* Source data *
-- Opening Marker --

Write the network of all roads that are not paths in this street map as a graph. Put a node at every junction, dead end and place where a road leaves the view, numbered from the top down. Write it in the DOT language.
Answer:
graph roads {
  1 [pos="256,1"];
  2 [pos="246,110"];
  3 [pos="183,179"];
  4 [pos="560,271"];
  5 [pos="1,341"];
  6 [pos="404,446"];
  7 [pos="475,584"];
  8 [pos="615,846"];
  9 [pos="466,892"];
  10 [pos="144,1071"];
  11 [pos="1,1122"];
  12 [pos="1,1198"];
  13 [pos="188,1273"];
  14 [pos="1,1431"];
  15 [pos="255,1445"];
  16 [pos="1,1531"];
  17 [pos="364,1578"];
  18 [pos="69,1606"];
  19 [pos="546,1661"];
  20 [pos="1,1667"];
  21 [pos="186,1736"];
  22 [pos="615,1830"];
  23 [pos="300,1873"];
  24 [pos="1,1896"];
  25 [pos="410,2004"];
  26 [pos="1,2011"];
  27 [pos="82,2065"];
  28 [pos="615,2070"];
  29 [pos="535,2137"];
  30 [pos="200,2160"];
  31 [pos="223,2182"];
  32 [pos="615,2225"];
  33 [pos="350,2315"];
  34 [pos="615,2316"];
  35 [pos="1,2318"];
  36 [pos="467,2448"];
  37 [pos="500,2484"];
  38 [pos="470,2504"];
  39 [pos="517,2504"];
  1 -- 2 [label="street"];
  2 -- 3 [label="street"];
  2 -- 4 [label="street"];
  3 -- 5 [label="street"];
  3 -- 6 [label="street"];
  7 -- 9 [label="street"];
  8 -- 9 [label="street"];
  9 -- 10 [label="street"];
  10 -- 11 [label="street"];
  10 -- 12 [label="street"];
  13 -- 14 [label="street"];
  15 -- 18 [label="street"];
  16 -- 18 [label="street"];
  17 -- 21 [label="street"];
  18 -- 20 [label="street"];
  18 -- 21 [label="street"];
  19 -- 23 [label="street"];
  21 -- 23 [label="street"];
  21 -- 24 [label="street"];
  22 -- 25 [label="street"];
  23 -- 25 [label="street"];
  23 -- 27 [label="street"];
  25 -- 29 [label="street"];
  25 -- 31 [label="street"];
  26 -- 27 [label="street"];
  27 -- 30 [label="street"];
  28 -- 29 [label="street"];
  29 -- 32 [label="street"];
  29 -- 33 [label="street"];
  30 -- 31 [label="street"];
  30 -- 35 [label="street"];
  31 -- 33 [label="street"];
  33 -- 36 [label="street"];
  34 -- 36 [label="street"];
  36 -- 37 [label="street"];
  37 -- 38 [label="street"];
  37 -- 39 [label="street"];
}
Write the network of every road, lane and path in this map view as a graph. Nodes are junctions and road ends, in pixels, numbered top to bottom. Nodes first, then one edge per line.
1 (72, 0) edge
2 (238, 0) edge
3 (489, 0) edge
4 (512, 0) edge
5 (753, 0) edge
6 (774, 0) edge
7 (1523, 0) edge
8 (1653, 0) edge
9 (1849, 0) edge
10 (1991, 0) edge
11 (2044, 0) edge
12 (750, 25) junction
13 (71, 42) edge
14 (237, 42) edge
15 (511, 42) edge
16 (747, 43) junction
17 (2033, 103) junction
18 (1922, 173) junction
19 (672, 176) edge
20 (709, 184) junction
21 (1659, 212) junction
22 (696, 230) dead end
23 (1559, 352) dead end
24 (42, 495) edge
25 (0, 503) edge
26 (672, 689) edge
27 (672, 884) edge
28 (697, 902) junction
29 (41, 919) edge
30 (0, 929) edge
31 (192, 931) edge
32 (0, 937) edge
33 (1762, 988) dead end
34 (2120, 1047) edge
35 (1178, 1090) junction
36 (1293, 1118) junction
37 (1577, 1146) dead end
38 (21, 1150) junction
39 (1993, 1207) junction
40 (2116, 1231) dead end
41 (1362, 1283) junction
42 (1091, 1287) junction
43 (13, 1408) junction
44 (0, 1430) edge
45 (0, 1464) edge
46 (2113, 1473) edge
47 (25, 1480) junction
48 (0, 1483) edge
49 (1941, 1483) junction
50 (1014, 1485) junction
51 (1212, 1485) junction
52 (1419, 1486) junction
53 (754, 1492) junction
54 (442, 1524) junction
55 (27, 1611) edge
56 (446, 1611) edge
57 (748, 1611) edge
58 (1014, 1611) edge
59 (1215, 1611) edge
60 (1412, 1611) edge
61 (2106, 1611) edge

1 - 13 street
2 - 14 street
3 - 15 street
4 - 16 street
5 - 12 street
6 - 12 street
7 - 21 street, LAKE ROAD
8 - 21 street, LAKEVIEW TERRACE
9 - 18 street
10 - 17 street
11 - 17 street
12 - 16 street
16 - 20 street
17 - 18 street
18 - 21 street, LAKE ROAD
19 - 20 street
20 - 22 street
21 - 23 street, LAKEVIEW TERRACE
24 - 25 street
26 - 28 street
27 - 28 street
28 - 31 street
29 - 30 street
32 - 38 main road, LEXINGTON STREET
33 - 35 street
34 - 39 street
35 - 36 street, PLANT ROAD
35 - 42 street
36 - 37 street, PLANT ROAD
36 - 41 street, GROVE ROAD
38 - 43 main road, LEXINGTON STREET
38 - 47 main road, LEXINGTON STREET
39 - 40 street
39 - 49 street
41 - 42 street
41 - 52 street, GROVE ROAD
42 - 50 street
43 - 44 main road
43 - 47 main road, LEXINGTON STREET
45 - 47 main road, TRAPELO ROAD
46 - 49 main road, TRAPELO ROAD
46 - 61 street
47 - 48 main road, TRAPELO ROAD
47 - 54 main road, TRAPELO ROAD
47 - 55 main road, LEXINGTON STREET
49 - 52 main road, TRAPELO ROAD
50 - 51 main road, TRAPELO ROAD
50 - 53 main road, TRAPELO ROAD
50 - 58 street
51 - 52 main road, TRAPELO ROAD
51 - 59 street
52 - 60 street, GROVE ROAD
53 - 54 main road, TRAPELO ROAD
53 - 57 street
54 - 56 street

-- Closing Marker --

* Problem to work on *
Filter the lines above so that only those with the string "this" remain, then copy them.

* Answer box *
Write the network of all roads that are not paths in this street map as a graph. Put a node at every junction, dead end and place where a road leaves the view, numbered from the top down. Write it in the DOT language.
Write the network of every road, lane and path in this map view as a graph. Nodes are junctions and road ends, in pixels, numbered top to bottom. Nodes first, then one edge per line.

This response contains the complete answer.